Sometimes he bids high just because he wants no part in it, more often than not we get the job anyway just because of reputation.


----------



## dhal22 (Jul 30, 2010)

smoldrn said:


> Because it was Sunday.


We keep at least 10 heaters at the shop.


----------



## dhal22 (Jul 30, 2010)

We are $1500 +/- installed for a gas 50 gal. You're going to spend a grand or so installing it. Why not get rewarded for your troubles to start and organize a company with quality craftsmanship, insurance and a warranty.


----------



## Master Mark (Aug 14, 2009)

*more fun information about Lowes*

I talked to My SMITH dealer in town and they are pretty pissed off about LOWES getting to use the SMITH name on their products.... 

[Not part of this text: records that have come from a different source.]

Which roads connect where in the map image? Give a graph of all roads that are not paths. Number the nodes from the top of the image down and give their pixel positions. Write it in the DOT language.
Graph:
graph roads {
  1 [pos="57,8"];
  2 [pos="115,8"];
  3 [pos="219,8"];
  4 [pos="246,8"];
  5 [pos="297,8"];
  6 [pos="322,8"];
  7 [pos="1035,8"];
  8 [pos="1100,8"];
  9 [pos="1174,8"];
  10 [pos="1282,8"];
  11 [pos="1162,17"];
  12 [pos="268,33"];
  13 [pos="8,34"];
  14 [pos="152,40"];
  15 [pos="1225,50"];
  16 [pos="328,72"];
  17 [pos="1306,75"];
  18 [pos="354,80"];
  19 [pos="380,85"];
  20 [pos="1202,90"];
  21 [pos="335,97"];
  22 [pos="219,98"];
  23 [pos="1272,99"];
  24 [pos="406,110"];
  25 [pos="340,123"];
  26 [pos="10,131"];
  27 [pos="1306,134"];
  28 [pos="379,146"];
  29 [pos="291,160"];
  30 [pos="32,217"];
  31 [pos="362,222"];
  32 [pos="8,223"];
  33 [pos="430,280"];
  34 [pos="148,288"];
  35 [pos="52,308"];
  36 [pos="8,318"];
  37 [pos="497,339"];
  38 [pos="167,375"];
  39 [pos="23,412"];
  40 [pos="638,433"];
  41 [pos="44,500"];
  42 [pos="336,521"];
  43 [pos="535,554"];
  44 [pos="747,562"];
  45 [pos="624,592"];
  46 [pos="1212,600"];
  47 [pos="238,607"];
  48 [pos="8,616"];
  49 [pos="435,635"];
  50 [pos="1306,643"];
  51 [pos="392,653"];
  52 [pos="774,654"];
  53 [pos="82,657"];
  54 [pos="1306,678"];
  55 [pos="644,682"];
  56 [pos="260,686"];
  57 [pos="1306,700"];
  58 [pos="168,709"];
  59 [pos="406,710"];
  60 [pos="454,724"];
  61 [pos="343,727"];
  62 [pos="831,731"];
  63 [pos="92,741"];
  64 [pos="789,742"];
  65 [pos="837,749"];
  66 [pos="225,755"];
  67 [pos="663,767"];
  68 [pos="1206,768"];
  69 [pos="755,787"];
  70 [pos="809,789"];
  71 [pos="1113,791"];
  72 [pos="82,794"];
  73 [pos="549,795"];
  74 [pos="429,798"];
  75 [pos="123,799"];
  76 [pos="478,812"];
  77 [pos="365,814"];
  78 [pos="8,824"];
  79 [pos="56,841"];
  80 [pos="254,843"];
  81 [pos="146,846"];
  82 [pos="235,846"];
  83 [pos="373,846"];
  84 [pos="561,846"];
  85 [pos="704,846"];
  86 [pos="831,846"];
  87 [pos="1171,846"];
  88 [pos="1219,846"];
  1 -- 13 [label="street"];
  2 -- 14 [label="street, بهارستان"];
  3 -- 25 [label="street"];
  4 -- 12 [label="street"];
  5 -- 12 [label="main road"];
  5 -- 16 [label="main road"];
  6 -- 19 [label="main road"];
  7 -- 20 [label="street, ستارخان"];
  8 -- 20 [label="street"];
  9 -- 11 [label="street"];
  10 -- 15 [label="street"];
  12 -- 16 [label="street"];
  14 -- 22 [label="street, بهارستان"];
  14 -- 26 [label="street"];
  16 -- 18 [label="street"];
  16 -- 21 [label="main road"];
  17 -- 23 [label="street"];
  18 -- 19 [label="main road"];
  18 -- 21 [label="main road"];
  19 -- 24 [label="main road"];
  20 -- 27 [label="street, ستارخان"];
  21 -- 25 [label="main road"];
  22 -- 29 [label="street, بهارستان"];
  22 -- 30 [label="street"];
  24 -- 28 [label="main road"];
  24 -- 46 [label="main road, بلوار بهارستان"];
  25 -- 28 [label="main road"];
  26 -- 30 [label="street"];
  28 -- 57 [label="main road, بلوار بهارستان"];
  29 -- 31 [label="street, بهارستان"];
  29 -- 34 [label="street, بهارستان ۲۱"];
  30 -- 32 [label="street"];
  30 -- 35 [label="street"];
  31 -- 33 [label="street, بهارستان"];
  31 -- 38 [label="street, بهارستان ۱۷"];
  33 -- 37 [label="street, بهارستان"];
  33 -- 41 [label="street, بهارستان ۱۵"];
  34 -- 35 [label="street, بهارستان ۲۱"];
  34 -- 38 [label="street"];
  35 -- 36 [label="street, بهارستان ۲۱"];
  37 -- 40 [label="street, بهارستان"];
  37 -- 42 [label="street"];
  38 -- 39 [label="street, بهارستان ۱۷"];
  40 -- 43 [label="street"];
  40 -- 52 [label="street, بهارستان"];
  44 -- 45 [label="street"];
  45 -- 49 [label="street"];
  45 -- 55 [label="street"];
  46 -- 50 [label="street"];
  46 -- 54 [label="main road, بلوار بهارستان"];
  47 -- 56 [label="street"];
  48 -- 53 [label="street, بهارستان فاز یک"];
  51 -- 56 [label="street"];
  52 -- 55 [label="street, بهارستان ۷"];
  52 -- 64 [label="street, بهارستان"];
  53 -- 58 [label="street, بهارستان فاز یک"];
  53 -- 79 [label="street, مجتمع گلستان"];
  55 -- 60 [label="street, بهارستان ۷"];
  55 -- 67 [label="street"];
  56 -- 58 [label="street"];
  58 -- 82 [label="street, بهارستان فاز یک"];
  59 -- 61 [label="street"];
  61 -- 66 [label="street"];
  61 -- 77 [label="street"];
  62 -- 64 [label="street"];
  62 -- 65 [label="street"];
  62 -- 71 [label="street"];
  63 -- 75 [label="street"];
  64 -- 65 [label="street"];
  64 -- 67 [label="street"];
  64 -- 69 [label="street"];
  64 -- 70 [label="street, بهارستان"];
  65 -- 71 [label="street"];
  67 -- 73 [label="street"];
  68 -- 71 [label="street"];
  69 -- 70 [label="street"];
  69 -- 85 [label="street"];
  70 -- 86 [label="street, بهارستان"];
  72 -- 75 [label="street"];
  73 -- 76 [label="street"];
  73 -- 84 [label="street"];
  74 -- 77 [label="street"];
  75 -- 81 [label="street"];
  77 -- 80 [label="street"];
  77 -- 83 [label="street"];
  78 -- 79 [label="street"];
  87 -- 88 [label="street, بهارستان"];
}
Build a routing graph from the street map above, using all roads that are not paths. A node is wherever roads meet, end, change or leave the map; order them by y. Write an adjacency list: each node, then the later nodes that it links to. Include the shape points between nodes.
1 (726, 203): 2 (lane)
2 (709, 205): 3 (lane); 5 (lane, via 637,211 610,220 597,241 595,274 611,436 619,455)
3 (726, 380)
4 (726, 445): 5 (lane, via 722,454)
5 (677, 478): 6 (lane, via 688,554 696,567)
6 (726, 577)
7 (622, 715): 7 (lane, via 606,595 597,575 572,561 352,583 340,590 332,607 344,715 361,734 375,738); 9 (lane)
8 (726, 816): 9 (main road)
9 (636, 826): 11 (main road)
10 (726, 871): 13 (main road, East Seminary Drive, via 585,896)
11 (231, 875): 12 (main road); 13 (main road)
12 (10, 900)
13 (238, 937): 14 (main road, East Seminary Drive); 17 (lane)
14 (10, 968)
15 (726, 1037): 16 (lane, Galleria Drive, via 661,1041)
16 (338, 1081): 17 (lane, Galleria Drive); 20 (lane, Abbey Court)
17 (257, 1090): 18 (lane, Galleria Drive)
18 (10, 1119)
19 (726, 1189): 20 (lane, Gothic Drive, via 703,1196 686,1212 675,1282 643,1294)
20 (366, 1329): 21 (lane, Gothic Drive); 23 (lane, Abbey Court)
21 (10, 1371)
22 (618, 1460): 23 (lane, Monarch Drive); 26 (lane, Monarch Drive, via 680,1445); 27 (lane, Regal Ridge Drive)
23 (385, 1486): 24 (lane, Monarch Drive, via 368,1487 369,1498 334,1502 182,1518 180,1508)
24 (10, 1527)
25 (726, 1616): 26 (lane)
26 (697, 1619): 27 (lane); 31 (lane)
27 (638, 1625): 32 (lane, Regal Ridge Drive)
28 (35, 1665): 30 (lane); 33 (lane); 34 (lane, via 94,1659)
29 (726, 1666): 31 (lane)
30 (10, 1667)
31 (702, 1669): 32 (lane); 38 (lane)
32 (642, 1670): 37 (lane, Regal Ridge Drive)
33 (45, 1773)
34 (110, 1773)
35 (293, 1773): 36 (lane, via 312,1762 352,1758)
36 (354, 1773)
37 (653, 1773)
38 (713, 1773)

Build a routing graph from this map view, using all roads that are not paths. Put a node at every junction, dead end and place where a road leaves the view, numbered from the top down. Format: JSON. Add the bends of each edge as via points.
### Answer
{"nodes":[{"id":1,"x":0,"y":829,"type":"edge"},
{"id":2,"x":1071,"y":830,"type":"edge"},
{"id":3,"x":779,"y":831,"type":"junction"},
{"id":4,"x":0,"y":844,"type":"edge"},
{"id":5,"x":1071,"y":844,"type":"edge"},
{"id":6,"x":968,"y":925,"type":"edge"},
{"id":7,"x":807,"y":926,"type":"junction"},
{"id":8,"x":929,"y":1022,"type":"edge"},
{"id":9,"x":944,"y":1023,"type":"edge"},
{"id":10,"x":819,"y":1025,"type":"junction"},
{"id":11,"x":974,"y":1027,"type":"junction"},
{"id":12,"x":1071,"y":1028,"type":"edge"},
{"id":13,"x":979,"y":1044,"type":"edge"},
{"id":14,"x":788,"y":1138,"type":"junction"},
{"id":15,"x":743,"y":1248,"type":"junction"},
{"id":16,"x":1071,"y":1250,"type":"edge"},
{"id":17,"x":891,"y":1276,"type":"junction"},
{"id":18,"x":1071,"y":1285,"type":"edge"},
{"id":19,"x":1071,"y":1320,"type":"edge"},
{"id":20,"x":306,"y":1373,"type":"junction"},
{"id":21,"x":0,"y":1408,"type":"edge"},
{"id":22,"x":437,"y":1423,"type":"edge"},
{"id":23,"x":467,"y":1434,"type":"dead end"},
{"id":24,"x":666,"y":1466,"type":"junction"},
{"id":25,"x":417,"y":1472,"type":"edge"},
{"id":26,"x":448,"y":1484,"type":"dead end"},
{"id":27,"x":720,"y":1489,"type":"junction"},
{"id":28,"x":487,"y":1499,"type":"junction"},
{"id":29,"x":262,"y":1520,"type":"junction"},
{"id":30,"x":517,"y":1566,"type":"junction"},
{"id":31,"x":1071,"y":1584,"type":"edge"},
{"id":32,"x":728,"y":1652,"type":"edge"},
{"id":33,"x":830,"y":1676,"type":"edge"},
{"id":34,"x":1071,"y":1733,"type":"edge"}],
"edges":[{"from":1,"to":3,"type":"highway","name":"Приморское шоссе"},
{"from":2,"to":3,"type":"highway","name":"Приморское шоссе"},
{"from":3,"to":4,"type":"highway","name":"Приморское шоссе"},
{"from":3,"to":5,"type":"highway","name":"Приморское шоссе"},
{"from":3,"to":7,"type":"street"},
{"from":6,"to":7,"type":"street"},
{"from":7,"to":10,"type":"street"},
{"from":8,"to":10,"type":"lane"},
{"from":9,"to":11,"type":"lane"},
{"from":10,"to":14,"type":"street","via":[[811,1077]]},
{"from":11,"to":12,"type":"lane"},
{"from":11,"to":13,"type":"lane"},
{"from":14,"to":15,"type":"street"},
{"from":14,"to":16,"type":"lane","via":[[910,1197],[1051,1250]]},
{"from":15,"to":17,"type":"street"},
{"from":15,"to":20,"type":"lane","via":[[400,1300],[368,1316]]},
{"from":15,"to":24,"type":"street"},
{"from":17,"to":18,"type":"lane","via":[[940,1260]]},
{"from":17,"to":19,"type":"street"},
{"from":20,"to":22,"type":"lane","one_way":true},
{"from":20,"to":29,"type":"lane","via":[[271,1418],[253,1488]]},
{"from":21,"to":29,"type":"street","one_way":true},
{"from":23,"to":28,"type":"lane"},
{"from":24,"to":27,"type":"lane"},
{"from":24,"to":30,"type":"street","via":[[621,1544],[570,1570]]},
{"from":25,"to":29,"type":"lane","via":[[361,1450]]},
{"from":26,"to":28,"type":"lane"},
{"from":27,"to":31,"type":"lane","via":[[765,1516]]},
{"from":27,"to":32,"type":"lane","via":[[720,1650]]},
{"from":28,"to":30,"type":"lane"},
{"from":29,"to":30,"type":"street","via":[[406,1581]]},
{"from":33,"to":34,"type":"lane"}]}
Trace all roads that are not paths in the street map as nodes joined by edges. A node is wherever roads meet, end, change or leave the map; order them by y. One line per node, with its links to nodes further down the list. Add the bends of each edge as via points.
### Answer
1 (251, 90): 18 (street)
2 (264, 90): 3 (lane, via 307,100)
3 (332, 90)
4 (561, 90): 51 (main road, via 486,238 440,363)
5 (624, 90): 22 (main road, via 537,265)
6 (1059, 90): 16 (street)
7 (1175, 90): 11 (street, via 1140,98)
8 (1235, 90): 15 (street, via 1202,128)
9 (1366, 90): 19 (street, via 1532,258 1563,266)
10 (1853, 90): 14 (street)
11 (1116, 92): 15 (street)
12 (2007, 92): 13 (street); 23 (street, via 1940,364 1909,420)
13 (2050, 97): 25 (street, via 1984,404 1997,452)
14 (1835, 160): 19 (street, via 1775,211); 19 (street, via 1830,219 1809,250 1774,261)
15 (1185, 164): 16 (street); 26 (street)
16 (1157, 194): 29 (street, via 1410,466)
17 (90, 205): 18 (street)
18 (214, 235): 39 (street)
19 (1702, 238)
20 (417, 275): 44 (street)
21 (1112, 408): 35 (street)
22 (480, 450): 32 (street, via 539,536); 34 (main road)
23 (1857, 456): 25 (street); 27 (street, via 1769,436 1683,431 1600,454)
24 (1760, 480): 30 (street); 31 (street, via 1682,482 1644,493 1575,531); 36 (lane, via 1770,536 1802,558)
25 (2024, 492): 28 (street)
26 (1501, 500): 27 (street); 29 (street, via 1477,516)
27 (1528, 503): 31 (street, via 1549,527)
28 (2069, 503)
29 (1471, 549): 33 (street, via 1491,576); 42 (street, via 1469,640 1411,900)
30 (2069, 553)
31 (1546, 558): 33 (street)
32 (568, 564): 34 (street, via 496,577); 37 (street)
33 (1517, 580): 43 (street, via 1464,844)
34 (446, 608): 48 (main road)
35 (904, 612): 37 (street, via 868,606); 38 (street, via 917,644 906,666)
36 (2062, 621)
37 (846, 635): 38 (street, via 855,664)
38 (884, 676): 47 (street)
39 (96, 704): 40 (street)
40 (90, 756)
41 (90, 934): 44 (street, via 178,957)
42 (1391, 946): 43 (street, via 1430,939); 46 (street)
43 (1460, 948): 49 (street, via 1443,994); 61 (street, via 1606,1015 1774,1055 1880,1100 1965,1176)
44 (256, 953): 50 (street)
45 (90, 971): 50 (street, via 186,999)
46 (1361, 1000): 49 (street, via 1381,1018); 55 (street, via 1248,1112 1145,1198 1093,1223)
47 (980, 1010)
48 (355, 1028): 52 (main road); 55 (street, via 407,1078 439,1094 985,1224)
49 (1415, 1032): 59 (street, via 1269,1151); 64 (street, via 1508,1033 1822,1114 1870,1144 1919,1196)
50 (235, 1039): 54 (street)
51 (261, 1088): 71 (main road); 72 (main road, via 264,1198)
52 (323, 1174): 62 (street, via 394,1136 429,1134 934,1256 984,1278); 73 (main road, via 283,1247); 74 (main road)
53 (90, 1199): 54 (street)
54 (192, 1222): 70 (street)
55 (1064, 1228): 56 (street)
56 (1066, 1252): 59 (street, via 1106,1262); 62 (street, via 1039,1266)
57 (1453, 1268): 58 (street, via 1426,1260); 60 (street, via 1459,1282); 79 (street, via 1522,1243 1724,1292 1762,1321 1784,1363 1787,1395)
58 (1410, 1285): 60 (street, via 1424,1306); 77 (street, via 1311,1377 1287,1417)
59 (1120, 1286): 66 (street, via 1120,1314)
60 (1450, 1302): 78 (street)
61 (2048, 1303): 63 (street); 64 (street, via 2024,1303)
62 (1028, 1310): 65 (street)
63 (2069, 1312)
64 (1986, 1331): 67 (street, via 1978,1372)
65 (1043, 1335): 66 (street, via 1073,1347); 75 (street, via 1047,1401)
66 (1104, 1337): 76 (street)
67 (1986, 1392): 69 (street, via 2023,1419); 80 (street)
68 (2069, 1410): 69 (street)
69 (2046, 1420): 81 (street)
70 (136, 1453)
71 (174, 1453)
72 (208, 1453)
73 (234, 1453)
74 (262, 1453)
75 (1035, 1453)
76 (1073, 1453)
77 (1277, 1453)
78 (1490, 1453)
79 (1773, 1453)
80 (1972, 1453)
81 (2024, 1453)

I asked them if they would warranty parts if someone were to walk in and try to get "hardware store smith parts" directly from them...??

. He tells me that this has already happenned to them with dumbasses showing up with "lowes Smith heaters " and expecting them to bail them out of trouble .....

According to this SMITH supplier , all that has happenned is they have put a WHIRLPOOL heater into a box that says Smith on it......its exactly the same Whirlpool heater and just the name has changed .. the parts are the same ... And they are sub standard parts compaired to what goes on a SMITH water heater

I then asked him if this was deceptive and wont it sort of drag down the Smith name over time once the Whirlpool--Smith heaters begin to fail and they get a bad name ??? 

This supply house is something that this fellow owns himself and has attempted to build up for well over 15 years now and said he was not very happy about how Smith has pissed in his face and any of this mess that has landed on his doorstep.......f


----------